Self-sacrifice isn’t restricted to the battlefield. On the home front, Hal’s wife, Julie, befriends a diverse group of mothers and new brides coping with the war. At one point, the women decry racial discrimination taking place at the base Laundromat. When the government impersonally telegrams widows via Yellow Cab, Julie decides she can do the job with greater compassion, and assumes that responsibility. Hal writes letters of comfort to the grieving wives of key men, attempting to encourage them. A photojournalist trades his camera for a gun when he’s needed in the fight, and acts bravely. It is he who reminds viewers that, for soldiers in this conflict, there were “no bands, no flags, no honor guard to welcome them home.” The film’s final frames pay tribute to the men who gave their lives at Ia Drang Valley, and Vietnam veterans in general. Like Black Hawk Down, this movie exposes the horrors of war while essentially saying to those in ivory towers, “Don’t send our kids into a fight unless you intend to win it.”

spiritual content: Hal is a devout Catholic who talks to God on several occasions. While leading his five children in a liturgical bedtime prayer, his littlest daughter pipes up, “I don’t wanna be Catholic. I wanna be Methodist like Mommy so I can pray whatever I want.” It’s a cute moment that inspires the family’s commander-in-chief to affectionately suggest that God made her hard-headed. Hal tells Julie, “I thank God for you.” When Jack, one of his officers, becomes a new father, Hal encounters him in a church and offers to pray for him. This sincere, touching and humble intercession begins wonderfully, but deteriorates with the flip addendum, “As for the enemy, ignore their heathen prayers and help us blow those little bastards straight to hell.” Jack confides in his superior, “I know God has a plan for me. I hope it’s just to protect orphans, not make any.” In Vietnam, Hal prays over the bodies of his fallen fellows. Statements about men praying in their own way, or calling God by different names indicate a subtle attempt by the filmmakers to embrace a big-tent spirituality.

sexual content: Hal and his wife wrestle playfully in bed, but that’s all. Also to the film’s credit, unlike many war films that include sexual banter between bunkmates, this one avoids crass sexual dialogue.
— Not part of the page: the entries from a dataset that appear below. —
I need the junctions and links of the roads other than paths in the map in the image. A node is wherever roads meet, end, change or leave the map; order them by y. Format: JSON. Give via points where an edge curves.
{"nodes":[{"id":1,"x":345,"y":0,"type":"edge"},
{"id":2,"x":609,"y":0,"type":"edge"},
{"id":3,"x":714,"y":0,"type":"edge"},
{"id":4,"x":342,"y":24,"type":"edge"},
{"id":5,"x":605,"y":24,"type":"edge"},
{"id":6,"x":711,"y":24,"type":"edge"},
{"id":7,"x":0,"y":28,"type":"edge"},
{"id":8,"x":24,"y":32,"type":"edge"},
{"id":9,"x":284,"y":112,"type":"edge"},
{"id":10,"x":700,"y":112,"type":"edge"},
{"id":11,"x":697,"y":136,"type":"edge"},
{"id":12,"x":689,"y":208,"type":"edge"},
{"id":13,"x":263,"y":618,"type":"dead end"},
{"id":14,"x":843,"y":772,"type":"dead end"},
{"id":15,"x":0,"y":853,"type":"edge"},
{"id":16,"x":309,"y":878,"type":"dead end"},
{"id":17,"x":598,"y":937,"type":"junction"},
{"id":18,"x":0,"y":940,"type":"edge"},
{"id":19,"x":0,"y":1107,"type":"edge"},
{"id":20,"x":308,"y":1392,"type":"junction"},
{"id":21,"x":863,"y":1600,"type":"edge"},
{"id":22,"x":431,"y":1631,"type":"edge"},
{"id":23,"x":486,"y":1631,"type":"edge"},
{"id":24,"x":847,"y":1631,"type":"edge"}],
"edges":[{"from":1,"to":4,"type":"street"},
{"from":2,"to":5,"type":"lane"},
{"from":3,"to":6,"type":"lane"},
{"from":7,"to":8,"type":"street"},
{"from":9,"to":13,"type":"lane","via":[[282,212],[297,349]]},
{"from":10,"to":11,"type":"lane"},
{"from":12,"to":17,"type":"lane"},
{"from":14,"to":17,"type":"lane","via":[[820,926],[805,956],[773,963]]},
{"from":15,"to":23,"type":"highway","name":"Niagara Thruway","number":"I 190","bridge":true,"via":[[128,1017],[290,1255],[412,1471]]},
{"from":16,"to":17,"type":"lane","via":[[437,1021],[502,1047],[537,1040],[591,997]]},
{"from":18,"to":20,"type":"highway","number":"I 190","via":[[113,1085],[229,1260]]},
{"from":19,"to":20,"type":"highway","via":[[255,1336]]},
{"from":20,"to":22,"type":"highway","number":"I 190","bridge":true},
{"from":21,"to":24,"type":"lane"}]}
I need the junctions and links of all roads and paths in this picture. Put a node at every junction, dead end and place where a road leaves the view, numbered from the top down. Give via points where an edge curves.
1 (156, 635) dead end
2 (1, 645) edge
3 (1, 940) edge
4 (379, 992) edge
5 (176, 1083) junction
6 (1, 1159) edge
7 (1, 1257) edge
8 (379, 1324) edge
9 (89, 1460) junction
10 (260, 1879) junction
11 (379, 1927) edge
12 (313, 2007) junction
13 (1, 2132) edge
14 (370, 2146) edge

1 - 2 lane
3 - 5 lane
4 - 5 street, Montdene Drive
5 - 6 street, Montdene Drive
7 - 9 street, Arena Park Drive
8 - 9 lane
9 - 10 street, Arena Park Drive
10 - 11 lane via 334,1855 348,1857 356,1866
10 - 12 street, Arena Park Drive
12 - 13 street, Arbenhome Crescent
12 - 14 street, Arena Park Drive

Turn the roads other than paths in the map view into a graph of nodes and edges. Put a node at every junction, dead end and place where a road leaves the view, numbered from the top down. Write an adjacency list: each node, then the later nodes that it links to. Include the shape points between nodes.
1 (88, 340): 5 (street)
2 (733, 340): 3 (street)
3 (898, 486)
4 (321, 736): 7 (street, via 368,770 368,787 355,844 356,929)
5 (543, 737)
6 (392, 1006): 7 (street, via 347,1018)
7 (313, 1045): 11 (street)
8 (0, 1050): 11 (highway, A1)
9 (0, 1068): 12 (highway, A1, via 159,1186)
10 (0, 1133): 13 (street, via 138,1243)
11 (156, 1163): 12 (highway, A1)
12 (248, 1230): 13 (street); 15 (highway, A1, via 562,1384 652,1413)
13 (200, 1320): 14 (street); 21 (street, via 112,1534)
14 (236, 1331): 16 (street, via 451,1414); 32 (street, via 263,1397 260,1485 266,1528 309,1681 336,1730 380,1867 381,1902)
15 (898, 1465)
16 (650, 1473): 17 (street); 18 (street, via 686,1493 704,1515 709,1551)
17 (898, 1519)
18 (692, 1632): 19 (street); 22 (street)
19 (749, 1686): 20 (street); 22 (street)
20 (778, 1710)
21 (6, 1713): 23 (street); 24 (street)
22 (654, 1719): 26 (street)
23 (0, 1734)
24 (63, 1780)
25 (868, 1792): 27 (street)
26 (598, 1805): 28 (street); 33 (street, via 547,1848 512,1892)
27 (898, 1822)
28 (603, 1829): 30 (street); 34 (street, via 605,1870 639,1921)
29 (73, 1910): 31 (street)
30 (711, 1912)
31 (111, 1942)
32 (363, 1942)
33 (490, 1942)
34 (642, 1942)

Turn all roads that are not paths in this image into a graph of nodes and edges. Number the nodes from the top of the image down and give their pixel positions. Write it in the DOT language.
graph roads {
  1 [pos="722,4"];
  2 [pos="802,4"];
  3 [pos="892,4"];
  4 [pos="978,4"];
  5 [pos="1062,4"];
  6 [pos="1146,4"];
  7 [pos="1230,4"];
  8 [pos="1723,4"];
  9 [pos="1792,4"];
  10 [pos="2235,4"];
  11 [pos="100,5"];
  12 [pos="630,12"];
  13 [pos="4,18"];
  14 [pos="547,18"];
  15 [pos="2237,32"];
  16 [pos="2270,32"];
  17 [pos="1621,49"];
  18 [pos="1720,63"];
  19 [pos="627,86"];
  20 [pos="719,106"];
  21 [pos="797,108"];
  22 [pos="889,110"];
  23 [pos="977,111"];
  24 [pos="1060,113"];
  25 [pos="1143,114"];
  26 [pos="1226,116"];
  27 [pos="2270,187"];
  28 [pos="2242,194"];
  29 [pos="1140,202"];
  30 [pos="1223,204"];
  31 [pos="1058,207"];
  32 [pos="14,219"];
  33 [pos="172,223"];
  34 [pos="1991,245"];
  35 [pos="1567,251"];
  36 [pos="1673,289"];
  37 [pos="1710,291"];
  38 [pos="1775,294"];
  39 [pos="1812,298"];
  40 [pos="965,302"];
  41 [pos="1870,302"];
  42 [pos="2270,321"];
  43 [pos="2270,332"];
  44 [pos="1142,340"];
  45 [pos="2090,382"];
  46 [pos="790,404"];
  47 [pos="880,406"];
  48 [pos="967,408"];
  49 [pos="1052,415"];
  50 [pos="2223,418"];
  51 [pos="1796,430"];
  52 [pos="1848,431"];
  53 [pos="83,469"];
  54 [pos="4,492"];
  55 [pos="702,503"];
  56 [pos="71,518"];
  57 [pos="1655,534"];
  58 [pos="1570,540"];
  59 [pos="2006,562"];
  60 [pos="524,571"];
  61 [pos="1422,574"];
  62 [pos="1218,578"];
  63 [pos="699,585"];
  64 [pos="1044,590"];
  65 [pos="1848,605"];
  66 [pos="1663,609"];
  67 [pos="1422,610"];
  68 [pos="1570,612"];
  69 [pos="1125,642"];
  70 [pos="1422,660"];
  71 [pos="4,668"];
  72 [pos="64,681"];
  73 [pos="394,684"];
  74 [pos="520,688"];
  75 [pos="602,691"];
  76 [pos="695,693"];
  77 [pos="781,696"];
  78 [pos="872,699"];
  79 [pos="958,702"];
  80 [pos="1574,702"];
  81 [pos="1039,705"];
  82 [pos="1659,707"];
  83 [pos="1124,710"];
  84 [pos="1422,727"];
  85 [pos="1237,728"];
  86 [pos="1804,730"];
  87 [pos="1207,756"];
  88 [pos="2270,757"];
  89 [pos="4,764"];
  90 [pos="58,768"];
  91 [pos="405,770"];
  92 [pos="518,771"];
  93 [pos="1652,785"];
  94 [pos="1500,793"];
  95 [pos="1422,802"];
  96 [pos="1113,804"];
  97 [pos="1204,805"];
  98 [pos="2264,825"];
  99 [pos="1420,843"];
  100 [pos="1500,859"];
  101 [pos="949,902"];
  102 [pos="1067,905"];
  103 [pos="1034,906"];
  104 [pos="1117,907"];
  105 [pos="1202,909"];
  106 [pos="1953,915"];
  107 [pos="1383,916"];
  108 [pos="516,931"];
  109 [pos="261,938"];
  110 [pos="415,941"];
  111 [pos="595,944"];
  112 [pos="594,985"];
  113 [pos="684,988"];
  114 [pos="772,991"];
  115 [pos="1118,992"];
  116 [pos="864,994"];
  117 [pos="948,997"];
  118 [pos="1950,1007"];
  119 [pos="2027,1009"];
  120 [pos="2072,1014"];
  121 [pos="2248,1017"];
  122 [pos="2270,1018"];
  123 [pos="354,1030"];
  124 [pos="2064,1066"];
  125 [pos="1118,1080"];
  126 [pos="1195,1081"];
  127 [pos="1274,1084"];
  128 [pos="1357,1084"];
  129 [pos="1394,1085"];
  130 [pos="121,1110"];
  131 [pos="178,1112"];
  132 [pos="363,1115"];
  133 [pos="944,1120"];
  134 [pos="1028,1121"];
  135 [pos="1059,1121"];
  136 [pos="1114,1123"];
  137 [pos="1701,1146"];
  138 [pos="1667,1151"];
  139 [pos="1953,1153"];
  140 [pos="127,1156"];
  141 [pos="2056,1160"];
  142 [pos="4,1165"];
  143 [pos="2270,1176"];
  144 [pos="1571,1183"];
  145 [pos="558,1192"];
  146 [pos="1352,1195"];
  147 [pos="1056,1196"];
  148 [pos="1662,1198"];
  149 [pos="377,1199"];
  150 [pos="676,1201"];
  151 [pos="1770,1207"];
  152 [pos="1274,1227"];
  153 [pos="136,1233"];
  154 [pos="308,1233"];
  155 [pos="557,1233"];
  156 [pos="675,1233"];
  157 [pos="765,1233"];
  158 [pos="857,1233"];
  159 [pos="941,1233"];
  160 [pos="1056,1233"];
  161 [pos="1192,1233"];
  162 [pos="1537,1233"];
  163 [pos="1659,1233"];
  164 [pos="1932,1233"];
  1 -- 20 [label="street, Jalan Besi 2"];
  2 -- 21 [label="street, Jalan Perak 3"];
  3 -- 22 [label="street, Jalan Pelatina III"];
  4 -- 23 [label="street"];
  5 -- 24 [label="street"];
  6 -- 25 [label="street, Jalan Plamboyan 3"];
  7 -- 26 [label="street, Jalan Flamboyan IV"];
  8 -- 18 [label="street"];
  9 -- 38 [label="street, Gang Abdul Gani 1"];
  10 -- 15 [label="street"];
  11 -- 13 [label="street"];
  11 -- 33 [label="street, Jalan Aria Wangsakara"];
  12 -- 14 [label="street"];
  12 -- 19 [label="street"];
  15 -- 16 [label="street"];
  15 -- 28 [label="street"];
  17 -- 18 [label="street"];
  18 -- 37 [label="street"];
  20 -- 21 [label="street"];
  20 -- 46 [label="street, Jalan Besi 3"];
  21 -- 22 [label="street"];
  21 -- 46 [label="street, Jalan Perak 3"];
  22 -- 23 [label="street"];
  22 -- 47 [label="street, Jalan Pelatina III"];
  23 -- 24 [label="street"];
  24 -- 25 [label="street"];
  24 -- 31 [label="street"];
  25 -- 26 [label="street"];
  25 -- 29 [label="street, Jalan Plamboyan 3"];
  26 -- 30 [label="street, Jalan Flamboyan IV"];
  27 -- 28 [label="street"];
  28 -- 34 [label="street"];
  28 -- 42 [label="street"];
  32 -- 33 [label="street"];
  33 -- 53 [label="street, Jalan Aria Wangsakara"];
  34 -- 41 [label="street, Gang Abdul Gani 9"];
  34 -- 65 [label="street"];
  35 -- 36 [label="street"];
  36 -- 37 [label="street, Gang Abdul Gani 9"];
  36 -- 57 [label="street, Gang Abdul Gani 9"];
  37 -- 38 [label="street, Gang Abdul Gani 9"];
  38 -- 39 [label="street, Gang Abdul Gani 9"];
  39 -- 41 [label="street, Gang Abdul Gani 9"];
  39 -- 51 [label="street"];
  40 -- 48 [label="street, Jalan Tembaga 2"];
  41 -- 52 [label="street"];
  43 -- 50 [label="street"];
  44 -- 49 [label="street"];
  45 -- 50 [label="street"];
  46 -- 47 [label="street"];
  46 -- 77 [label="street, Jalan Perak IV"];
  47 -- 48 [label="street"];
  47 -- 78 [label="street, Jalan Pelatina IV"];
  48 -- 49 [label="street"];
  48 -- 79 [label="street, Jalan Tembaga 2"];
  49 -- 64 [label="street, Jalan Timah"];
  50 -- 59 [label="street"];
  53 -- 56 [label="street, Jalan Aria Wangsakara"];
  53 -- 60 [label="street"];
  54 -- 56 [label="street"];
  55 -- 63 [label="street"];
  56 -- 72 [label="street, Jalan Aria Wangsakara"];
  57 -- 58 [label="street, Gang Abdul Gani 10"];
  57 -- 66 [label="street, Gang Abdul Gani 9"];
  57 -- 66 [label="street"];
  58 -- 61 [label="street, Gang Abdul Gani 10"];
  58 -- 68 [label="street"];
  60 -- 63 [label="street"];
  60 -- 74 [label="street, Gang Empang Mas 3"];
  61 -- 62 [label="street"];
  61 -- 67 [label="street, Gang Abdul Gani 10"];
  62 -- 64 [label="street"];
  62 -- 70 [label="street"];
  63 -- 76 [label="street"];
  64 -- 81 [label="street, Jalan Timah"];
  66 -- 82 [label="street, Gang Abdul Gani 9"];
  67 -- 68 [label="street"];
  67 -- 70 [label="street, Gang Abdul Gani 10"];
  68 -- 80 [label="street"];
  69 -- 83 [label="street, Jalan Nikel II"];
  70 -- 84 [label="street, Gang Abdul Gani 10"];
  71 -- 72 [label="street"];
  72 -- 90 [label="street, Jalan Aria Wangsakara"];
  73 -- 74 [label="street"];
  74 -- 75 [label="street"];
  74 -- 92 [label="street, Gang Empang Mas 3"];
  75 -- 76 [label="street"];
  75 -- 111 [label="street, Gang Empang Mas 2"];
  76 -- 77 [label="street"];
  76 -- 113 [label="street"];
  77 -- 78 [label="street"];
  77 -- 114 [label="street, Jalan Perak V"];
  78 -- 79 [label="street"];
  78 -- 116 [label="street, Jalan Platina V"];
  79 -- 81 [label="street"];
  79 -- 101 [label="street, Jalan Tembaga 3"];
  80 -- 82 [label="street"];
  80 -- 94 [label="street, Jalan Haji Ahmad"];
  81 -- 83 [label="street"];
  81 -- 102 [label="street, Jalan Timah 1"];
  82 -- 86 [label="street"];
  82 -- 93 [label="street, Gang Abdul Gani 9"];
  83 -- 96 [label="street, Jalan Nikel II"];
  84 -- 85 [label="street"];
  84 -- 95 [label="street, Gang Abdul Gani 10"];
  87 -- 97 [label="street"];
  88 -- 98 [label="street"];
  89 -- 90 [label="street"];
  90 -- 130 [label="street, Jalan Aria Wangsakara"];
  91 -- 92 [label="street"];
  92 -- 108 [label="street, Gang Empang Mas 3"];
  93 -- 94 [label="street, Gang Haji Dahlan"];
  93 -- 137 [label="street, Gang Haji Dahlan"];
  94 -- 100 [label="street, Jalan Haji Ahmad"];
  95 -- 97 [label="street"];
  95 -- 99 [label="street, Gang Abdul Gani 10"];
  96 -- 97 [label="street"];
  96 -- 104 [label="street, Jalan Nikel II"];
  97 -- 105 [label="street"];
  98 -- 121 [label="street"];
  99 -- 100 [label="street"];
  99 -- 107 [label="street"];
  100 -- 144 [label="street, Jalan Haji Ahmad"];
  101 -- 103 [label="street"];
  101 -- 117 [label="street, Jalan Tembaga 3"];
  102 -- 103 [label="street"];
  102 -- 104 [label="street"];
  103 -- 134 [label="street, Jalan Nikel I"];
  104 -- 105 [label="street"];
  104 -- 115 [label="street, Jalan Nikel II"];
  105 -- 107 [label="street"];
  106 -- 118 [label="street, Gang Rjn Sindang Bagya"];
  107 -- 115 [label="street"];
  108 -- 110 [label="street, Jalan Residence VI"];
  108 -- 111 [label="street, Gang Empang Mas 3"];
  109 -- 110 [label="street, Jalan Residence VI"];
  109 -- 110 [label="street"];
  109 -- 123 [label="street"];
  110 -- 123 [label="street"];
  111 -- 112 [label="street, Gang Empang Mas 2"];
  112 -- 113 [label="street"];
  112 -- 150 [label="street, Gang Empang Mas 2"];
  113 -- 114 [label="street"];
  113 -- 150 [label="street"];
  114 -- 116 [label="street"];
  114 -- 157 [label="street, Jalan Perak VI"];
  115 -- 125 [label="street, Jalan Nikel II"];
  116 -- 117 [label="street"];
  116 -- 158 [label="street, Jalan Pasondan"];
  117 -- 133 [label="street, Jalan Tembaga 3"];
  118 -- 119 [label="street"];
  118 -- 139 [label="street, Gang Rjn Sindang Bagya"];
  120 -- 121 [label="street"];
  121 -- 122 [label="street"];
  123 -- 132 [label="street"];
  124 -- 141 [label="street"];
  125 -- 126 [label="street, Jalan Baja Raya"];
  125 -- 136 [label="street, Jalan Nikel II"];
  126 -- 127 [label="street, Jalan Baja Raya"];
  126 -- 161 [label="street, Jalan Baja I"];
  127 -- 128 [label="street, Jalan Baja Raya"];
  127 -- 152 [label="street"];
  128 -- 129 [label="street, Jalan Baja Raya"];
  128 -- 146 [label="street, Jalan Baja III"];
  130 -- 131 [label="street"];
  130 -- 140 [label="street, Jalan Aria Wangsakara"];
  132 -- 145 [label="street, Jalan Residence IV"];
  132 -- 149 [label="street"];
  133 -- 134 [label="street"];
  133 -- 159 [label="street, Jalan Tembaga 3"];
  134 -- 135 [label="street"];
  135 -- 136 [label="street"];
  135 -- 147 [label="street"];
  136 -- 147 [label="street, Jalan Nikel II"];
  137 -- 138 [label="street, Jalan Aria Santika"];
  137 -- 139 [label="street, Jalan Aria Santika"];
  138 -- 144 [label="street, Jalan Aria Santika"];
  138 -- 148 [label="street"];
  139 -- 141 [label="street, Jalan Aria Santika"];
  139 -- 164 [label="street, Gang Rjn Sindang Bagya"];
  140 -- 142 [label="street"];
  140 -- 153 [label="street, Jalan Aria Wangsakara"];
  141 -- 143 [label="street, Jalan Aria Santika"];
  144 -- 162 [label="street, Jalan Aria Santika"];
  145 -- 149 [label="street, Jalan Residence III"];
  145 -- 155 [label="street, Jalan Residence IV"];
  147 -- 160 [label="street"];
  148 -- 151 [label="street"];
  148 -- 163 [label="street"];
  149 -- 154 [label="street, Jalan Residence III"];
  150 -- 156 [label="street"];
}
violent content: The combat-related brutality comes in exhausting flurries and gets quite explicit at times. In addition to hundreds of men being blown up, machinegunned, bayoneted or incinerated in impersonal fashion, a number of deaths are isolated for either emotional impact or mere shock value. People take bullets to the head with wide sprays of blood. A bugler gets shot in the throat, then finished off at close range. Riddled with bullets, a pilot crashes his chopper. A man’s face is burned by a phosphorus grenade, while another U.S. soldier is so horribly disfigured after being engulfed in flame that layers of skin come off when they try to carry him to safety. Flesh flies. Heads explode. Bodies convulse as life ebbs away. The residue of violence is occasionally as unsettling as the killings themselves (blood pours off the deck of a chopper, Vietnamese bodies are piled high to be burned, etc.). A few deaths are filmed in slow motion, making the carnage linger on the screen.

crude or profane language: Not as much as one might expect in a war film like this. Still, there are about 30 profanities, including misuses of God’s name, a dozen s-words and several f-words.

drug and alcohol content: Hal and a friend drink beer. Men smoke cigarettes and cigars.

other negative elements: Although desperate times do call for desperate measures, some viewers may be put off by a scene in which soldiers cool down a 60mm mortar tube by urinating on it.

conclusion: A bit melodramatic at times, We Were Soldiers has its heart in the right place, wanting to honor the memory of the men who gave their lives in what turned out to be a divisive and politically incorrect war. This 1965 conflict took place pre-Tet, when our soldiers heeded the call to arms with a leftover WWII idealism and the confidence that they were fighting a winnable war. It is gut-wrenching to see a platoon of khakied commandos attack a hill like John Wayne or Audie Murphy, only to be unceremoniously mowed down by an enemy hiding in the brush. Interestingly enough, this movie humanizes the opposing army more than most Hollywood efforts, making us feel that the tremendous loss of life on both sides was as much a tragedy for the Vietnamese as it was for us. But at what cost to the viewer? Director Randall Wallace, who teamed up with Gibson on the Oscar-winning war epic Braveheart, isn’t opposed to showing every gaping wound and oozing laceration caused by unbridled barbarism. We Were Soldiers is extremely graphic. And it doesn’t want us to walk away feeling good. Still, it forces us to face up to a period in history many would rather forget, and out of that ugliness develop a renewed respect for the duty-bound men who lived the nightmare.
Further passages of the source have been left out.